## Exercise
Below are the data; count the lines with the string "Smetanova" in them and give that number only.

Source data
★ ★ ★ ★
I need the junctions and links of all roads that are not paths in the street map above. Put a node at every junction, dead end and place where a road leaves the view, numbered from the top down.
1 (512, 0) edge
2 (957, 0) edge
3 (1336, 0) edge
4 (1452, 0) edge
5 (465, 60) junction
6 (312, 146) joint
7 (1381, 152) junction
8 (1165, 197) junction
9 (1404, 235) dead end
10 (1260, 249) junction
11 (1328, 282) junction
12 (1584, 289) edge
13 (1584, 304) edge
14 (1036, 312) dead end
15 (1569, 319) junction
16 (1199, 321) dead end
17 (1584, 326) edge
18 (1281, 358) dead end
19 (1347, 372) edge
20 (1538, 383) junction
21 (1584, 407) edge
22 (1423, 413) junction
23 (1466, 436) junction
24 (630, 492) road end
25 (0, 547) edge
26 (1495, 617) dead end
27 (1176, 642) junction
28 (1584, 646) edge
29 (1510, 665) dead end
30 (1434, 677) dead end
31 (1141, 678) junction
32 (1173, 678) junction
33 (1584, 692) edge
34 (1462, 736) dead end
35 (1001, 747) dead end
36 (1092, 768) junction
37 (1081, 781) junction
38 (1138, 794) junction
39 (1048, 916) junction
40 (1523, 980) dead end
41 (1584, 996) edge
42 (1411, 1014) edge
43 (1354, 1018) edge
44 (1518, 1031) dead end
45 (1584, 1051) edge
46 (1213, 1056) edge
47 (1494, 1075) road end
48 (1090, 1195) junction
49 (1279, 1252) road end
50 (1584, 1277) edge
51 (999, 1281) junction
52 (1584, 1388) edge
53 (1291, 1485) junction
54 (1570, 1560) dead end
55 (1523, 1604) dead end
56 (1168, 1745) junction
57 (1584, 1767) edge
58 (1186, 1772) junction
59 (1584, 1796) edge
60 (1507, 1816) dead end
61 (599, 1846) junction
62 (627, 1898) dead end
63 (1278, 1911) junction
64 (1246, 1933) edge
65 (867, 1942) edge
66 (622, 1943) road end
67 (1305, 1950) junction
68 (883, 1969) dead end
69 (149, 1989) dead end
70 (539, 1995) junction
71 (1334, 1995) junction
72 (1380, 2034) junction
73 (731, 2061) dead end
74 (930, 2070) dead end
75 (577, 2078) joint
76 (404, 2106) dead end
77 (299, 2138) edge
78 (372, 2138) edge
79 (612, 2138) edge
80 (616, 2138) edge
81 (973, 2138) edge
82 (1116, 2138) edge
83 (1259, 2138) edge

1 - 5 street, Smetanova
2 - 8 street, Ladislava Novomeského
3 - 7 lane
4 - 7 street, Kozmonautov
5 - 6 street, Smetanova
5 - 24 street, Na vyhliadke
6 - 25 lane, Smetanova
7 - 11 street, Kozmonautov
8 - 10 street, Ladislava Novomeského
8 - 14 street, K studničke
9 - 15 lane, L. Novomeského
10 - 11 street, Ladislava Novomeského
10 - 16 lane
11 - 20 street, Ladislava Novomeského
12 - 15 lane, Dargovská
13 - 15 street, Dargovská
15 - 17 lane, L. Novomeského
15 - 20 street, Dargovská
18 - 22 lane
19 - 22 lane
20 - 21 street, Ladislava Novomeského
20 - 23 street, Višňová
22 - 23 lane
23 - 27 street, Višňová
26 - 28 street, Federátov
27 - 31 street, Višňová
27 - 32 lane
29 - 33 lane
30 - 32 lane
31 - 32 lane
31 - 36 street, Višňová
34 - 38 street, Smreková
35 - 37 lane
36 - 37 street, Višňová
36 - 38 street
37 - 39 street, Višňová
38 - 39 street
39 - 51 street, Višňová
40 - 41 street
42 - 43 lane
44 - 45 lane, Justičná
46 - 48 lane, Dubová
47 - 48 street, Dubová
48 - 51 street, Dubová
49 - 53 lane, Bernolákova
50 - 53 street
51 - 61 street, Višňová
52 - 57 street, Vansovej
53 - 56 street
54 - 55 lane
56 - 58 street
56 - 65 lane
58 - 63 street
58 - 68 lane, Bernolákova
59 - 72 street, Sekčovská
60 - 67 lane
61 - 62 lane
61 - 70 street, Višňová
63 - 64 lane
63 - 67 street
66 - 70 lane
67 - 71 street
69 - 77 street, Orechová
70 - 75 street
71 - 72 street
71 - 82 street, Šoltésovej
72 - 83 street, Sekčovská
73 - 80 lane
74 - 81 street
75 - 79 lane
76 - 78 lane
★ ★ ★ ★
## Completed exercise
3